NOT FOR DISSEMINATION IN THE UNITED STATES OR FOR DISTRIBUTION TO U.S. NEWSWIRE SERVICES AND DOES NOT CONSTITUTE AN OFFER OF THE SECURITIES DESCRIBED HEREIN

Edmonton, Alberta--(Newsfile Corp. - August 16, 2024) - Grizzly Discoveries Inc. (TSXV: GZD) (FSE: G6H) (OTCQB: GZDIF) ("Grizzly" or the "Company") announces that it has terminated the private placement announced on June 20, 2024 and extended on July 19, 2024, and on which a closing was announced on July 31, 2024 (the "Offering").

On July 31, 2024, the Company issued a total of 6,157,668 Units and 700,000 FT Units, each at a price of $0.03, for aggregate gross proceeds of $205,730.

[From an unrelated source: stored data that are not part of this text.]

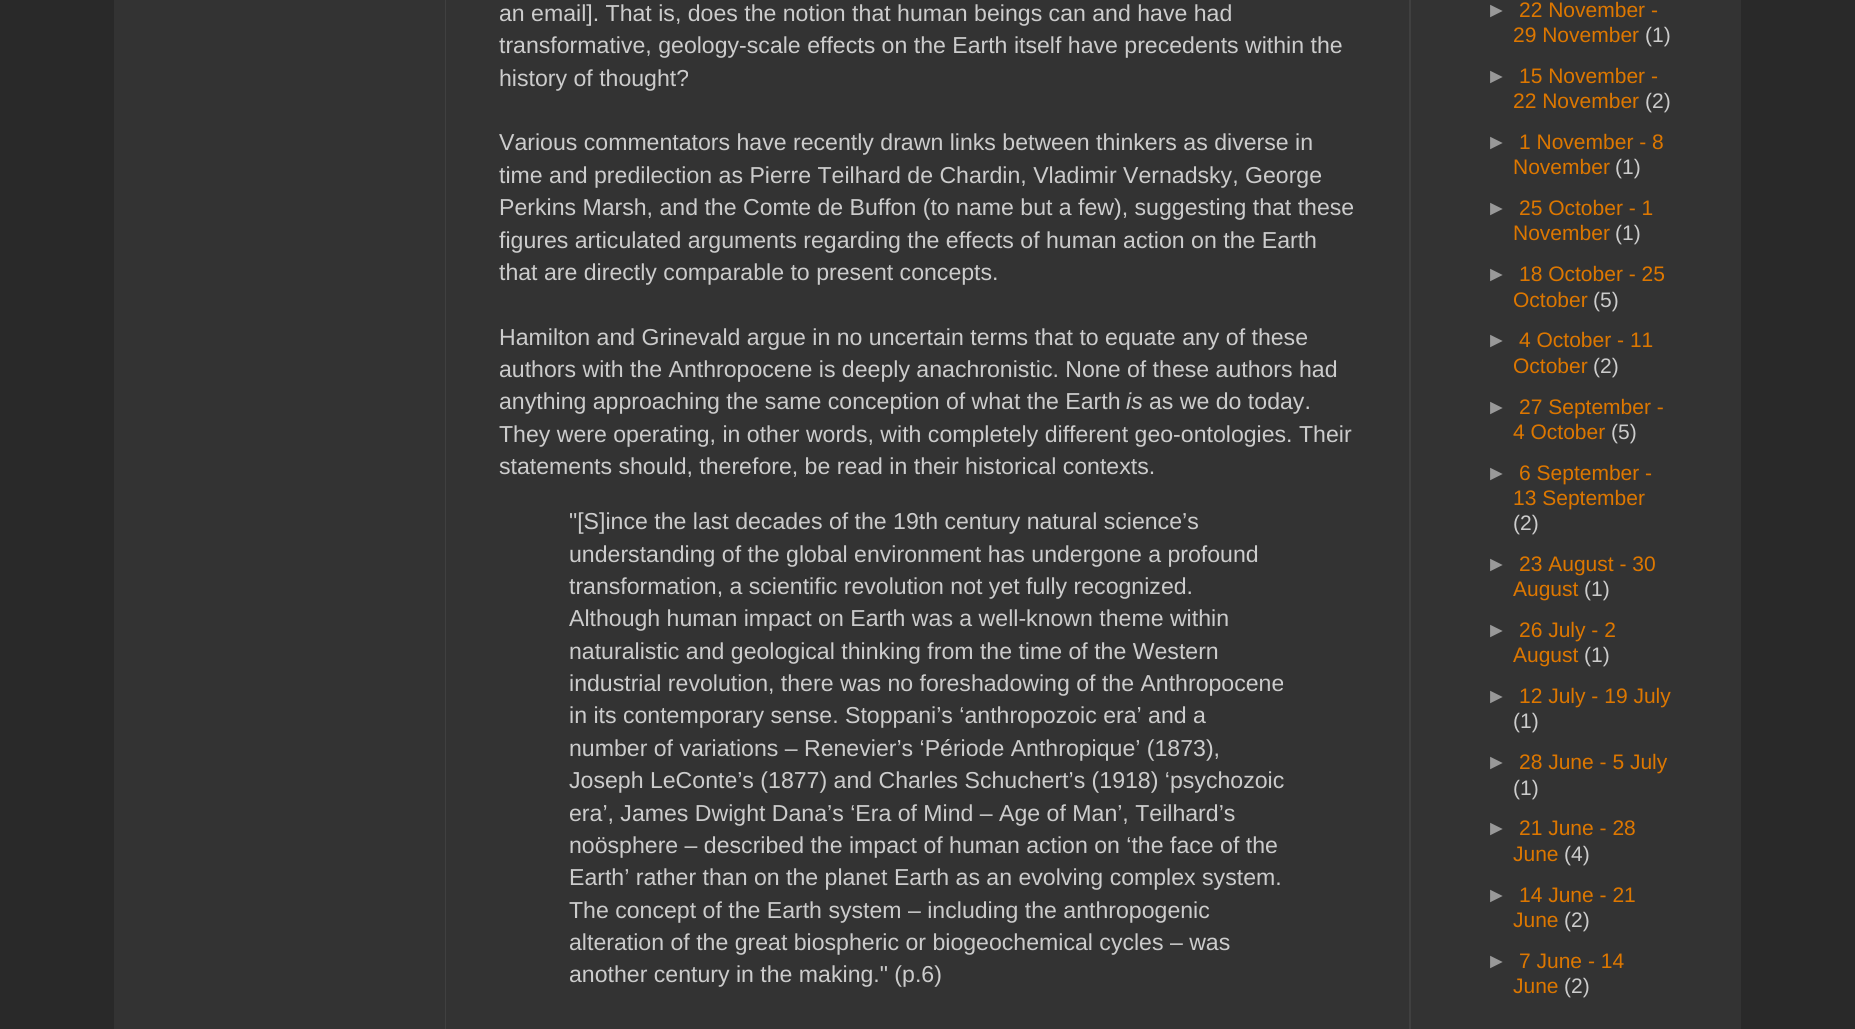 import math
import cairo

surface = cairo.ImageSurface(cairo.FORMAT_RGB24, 1855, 1029)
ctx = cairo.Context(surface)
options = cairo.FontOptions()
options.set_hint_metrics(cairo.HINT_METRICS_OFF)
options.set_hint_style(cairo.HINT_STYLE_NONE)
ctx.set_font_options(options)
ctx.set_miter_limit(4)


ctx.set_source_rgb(0.161, 0.161, 0.161)
ctx.paint()
ctx.set_source_rgb(0.2, 0.2, 0.2)
ctx.rectangle(114, 0, 1627, 1029)
ctx.fill()
ctx.set_source_rgb(0.251, 0.251, 0.251)
ctx.rectangle(445, 0, 1, 1029)
ctx.fill()
ctx.rectangle(1409, 0, 2, 1029)
ctx.fill()
ctx.select_font_face("Liberation Sans")
ctx.set_font_size(23.1)
ctx.set_source_rgb(0.8, 0.8, 0.8)
ctx.move_to(499, 21)
ctx.show_text("an email]. That is, does the notion that human beings can and have had")
ctx.move_to(499, 53)
ctx.show_text("transformative, geology-scale effects on the Earth itself have precedents within the")
ctx.move_to(499, 86)
ctx.show_text("history of thought?")
ctx.move_to(499, 150)
ctx.show_text("Various commentators have recently drawn links between thinkers as diverse in")
ctx.move_to(499, 183)
ctx.show_text("time and predilection as Pierre Teilhard de Chardin, Vladimir Vernadsky, George")
ctx.move_to(499, 215)
ctx.show_text("Perkins Marsh, and the Comte de Buffon (to name but a few), suggesting that these")
ctx.move_to(499, 248)
ctx.show_text("figures articulated arguments regarding the effects of human action on the Earth")
ctx.move_to(499, 280)
ctx.show_text("that are directly comparable to present concepts.")
ctx.move_to(499, 345)
ctx.show_text("Hamilton and Grinevald argue in no uncertain terms that to equate any of these")
ctx.move_to(499, 377)
ctx.show_text("authors with the Anthropocene is deeply anachronistic. None of these authors had")
ctx.move_to(499, 409)
ctx.show_text("anything approaching the same conception of what the Earth")
ctx.select_font_face("Liberation Sans", cairo.FONT_SLANT_ITALIC)
ctx.move_to(1126, 409)
ctx.show_text("is")
ctx.select_font_face("Liberation Sans")
ctx.move_to(1149, 409)
ctx.show_text("as we do today.")
ctx.move_to(499, 442)
ctx.show_text("They were operating, in other words, with completely different geo-ontologies. Their")
ctx.move_to(499, 474)
ctx.show_text("statements should, therefore, be read in their historical contexts.")
ctx.move_to(569, 529)
ctx.show_text("\"[S]ince the last decades of the 19th century natural science’s")
ctx.move_to(569, 562)
ctx.show_text("understanding of the global environment has undergone a profound")
ctx.move_to(569, 594)
ctx.show_text("transformation, a scientific revolution not yet fully recognized.")
ctx.move_to(569, 626)
ctx.show_text("Although human impact on Earth was a well-known theme within")
ctx.move_to(569, 659)
ctx.show_text("naturalistic and geological thinking from the time of the Western")
ctx.move_to(569, 691)
ctx.show_text("industrial revolution, there was no foreshadowing of the Anthropocene")
ctx.move_to(569, 723)
ctx.show_text("in its contemporary sense. Stoppani’s ‘anthropozoic era’ and a")
ctx.move_to(569, 756)
ctx.show_text("number of variations – Renevier’s ‘Période Anthropique’ (1873),")
ctx.move_to(569, 788)
ctx.show_text("Joseph LeConte’s (1877) and Charles Schuchert’s (1918) ‘psychozoic")
ctx.move_to(569, 821)
ctx.show_text("era’, James Dwight Dana’s ‘Era of Mind – Age of Man’, Teilhard’s")
ctx.move_to(569, 853)
ctx.show_text("noösphere – described the impact of human action on ‘the face of the")
ctx.move_to(569, 885)
ctx.show_text("Earth’ rather than on the planet Earth as an evolving complex system.")
ctx.move_to(569, 918)
ctx.show_text("The concept of the Earth system – including the anthropogenic")
ctx.move_to(569, 950)
ctx.show_text("alteration of the great biospheric or biogeochemical cycles – was")
ctx.move_to(569, 982)
ctx.show_text("another century in the making.\" (p.6)")
ctx.set_font_size(21)
ctx.set_source_rgb(0.6, 0.6, 0.6)
ctx.move_to(1486, 17)
ctx.show_text("►")
ctx.set_source_rgb(0.867, 0.467, 0)
ctx.move_to(1519, 17)
ctx.show_text("22 November -")
ctx.move_to(1513, 42)
ctx.show_text("29 November")
ctx.set_source_rgb(0.8, 0.8, 0.8)
ctx.move_to(1645, 42)
ctx.show_text("(1)")
ctx.set_source_rgb(0.6, 0.6, 0.6)
ctx.move_to(1486, 83)
ctx.show_text("►")
ctx.set_source_rgb(0.867, 0.467, 0)
ctx.move_to(1519, 83)
ctx.show_text("15 November -")
ctx.move_to(1513, 108)
ctx.show_text("22 November")
ctx.set_source_rgb(0.8, 0.8, 0.8)
ctx.move_to(1645, 108)
ctx.show_text("(2)")
ctx.set_source_rgb(0.6, 0.6, 0.6)
ctx.move_to(1486, 149)
ctx.show_text("►")
ctx.set_source_rgb(0.867, 0.467, 0)
ctx.move_to(1519, 149)
ctx.show_text("1 November - 8")
ctx.move_to(1513, 174)
ctx.show_text("November")
ctx.set_source_rgb(0.8, 0.8, 0.8)
ctx.move_to(1615, 174)
ctx.show_text("(1)")
ctx.set_source_rgb(0.6, 0.6, 0.6)
ctx.move_to(1486, 215)
ctx.show_text("►")
ctx.set_source_rgb(0.867, 0.467, 0)
ctx.move_to(1519, 215)
ctx.show_text("25 October - 1")
ctx.move_to(1513, 240)
ctx.show_text("November")
ctx.set_source_rgb(0.8, 0.8, 0.8)
ctx.move_to(1615, 240)
ctx.show_text("(1)")
ctx.set_source_rgb(0.6, 0.6, 0.6)
ctx.move_to(1486, 281)
ctx.show_text("►")
ctx.set_source_rgb(0.867, 0.467, 0)
ctx.move_to(1519, 281)
ctx.show_text("18 October - 25")
ctx.move_to(1513, 307)
ctx.show_text("October")
ctx.set_source_rgb(0.8, 0.8, 0.8)
ctx.move_to(1593, 307)
ctx.show_text("(5)")
ctx.set_source_rgb(0.6, 0.6, 0.6)
ctx.move_to(1486, 347)
ctx.show_text("►")
ctx.set_source_rgb(0.867, 0.467, 0)
ctx.move_to(1519, 347)
ctx.show_text("4 October - 11")
ctx.move_to(1513, 373)
ctx.show_text("October")
ctx.set_source_rgb(0.8, 0.8, 0.8)
ctx.move_to(1593, 373)
ctx.show_text("(2)")
ctx.set_source_rgb(0.6, 0.6, 0.6)
ctx.move_to(1486, 414)
ctx.show_text("►")
ctx.set_source_rgb(0.867, 0.467, 0)
ctx.move_to(1519, 414)
ctx.show_text("27 September -")
ctx.move_to(1513, 439)
ctx.show_text("4 October")
ctx.set_source_rgb(0.8, 0.8, 0.8)
ctx.move_to(1611, 439)
ctx.show_text("(5)")
ctx.set_source_rgb(0.6, 0.6, 0.6)
ctx.move_to(1486, 480)
ctx.show_text("►")
ctx.set_source_rgb(0.867, 0.467, 0)
ctx.move_to(1519, 480)
ctx.show_text("6 September -")
ctx.move_to(1513, 505)
ctx.show_text("13 September")
ctx.set_source_rgb(0.8, 0.8, 0.8)
ctx.move_to(1513, 530)
ctx.show_text("(2)")
ctx.set_source_rgb(0.6, 0.6, 0.6)
ctx.move_to(1486, 571)
ctx.show_text("►")
ctx.set_source_rgb(0.867, 0.467, 0)
ctx.move_to(1519, 571)
ctx.show_text("23 August - 30")
ctx.move_to(1513, 596)
ctx.show_text("August")
ctx.set_source_rgb(0.8, 0.8, 0.8)
ctx.move_to(1584, 596)
ctx.show_text("(1)")
ctx.set_source_rgb(0.6, 0.6, 0.6)
ctx.move_to(1486, 637)
ctx.show_text("►")
ctx.set_source_rgb(0.867, 0.467, 0)
ctx.move_to(1519, 637)
ctx.show_text("26 July - 2")
ctx.move_to(1513, 662)
ctx.show_text("August")
ctx.set_source_rgb(0.8, 0.8, 0.8)
ctx.move_to(1584, 662)
ctx.show_text("(1)")
ctx.set_source_rgb(0.6, 0.6, 0.6)
ctx.move_to(1486, 703)
ctx.show_text("►")
ctx.set_source_rgb(0.867, 0.467, 0)
ctx.move_to(1519, 703)
ctx.show_text("12 July - 19 July")
ctx.set_source_rgb(0.8, 0.8, 0.8)
ctx.move_to(1513, 728)
ctx.show_text("(1)")
ctx.set_source_rgb(0.6, 0.6, 0.6)
ctx.move_to(1486, 769)
ctx.show_text("►")
ctx.set_source_rgb(0.867, 0.467, 0)
ctx.move_to(1519, 769)
ctx.show_text("28 June - 5 July")
ctx.set_source_rgb(0.8, 0.8, 0.8)
ctx.move_to(1513, 795)
ctx.show_text("(1)")
ctx.set_source_rgb(0.6, 0.6, 0.6)
ctx.move_to(1486, 835)
ctx.show_text("►")
ctx.set_source_rgb(0.867, 0.467, 0)
ctx.move_to(1519, 835)
ctx.show_text("21 June - 28")
ctx.move_to(1513, 861)
ctx.show_text("June")
ctx.set_source_rgb(0.8, 0.8, 0.8)
ctx.move_to(1564, 861)
ctx.show_text("(4)")
ctx.set_source_rgb(0.6, 0.6, 0.6)
ctx.move_to(1486, 902)
ctx.show_text("►")
ctx.set_source_rgb(0.867, 0.467, 0)
ctx.move_to(1519, 902)
ctx.show_text("14 June - 21")
ctx.move_to(1513, 927)
ctx.show_text("June")
ctx.set_source_rgb(0.8, 0.8, 0.8)
ctx.move_to(1564, 927)
ctx.show_text("(2)")
ctx.set_source_rgb(0.6, 0.6, 0.6)
ctx.move_to(1486, 968)
ctx.show_text("►")
ctx.set_source_rgb(0.867, 0.467, 0)
ctx.move_to(1519, 968)
ctx.show_text("7 June - 14")
ctx.move_to(1513, 993)
ctx.show_text("June")
ctx.set_source_rgb(0.8, 0.8, 0.8)
ctx.move_to(1564, 993)
ctx.show_text("(2)")
surface.write_to_png("page.png")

Each Unit consisted of one common share of the Company ("Common Share") and one non-transferrable common share purchase warrant ("Warrant") entitling the warrant holder to purchase an additional Common Share for $0.05 and expiring on the earlier of a) 30 days following written notice by the Company to the warrant holder that the volume-weighted average trading price of the Common Shares on the TSX Venture Exchange is at or greater than CA$0.10 per Common Share for 10 consecutive trading days; and (b) 24 months from the date of issuance. Each Flow-Through Unit consists of one Common Share and one half of one Warrant, each of which shall be issued as a "flow through share" for the purposes of the Income Tax Act (Canada). The Offering was offered to qualified subscribers in the Provinces of Alberta, British Columbia and Ontario and in other jurisdictions at the discretion of the Company, in reliance upon exemptions from the registration and prospectus requirements of applicable securities legislation

The proceeds of $184,730 from the sale of Units in the Offering are intended to be used for general working capital and corporate overhead, including the payment of management fees to officers of the Company, and the proceeds of $21,000 from the sale of FT Units will be reserved for mineral property exploration.

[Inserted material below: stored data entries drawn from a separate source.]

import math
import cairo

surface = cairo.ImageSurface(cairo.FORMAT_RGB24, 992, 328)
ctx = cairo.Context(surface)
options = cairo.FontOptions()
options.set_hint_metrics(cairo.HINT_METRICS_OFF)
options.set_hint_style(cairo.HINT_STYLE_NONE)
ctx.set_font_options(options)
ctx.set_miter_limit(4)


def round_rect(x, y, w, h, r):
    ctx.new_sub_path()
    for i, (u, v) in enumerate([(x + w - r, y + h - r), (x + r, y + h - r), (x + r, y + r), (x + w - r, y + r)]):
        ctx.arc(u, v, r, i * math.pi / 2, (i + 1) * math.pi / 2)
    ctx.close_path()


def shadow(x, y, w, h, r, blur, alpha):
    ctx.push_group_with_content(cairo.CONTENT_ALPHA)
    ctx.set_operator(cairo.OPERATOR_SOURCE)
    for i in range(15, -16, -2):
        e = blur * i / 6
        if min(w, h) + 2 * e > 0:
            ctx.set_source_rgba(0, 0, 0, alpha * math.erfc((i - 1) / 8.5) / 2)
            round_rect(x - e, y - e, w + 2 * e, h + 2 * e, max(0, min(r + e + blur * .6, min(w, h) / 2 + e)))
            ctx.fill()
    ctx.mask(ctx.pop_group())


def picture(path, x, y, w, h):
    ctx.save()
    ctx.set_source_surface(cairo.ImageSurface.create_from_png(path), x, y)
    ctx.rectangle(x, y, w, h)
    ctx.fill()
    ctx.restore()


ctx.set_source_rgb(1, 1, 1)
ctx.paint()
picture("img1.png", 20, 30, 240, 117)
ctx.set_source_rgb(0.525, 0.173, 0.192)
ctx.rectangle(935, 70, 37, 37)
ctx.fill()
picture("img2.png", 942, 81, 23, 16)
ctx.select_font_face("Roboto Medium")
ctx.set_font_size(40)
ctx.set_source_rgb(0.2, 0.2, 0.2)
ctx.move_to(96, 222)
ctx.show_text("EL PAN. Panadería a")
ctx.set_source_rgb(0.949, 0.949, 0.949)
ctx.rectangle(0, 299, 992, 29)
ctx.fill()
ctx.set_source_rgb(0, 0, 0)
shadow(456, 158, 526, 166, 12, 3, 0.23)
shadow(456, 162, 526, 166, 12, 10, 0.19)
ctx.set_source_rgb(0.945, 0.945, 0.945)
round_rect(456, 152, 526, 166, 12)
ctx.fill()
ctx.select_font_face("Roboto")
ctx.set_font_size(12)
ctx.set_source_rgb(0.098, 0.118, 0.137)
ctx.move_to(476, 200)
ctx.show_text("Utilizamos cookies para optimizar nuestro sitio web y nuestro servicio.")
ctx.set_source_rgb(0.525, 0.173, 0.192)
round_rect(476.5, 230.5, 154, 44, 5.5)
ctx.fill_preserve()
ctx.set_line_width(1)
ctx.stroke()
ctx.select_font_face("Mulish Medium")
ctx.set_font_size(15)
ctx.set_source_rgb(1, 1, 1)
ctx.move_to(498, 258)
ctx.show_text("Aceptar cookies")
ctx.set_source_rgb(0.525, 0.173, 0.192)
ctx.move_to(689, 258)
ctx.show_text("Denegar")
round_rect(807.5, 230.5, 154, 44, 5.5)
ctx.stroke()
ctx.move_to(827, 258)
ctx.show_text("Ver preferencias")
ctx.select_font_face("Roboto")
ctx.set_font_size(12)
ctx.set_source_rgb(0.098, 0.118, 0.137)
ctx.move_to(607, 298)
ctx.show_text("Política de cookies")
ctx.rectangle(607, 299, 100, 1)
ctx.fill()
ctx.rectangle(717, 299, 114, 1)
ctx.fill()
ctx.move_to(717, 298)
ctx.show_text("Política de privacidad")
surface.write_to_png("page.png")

An Insider of the Company subscribed for 1,000,000 Units for proceeds of $30,000. The purchase of Units is considered to be a related-party transaction under Multilateral Instrument 61-101 - Protection of Minority Security Holders in Special Transactions ("MI 61-101") but is exempted from the requirements to obtain a formal valuation and to obtain minority approval, as the purchase of securities does not exceed 25% of the Company's market capitalization. The Company is relying on exemptions from the formal valuation and minority shareholder approval requirements provided under sections 5.5(a) and 5.7(1)(a) of MI 61-101. No commissions or finder's fees were paid with respect to the Offering.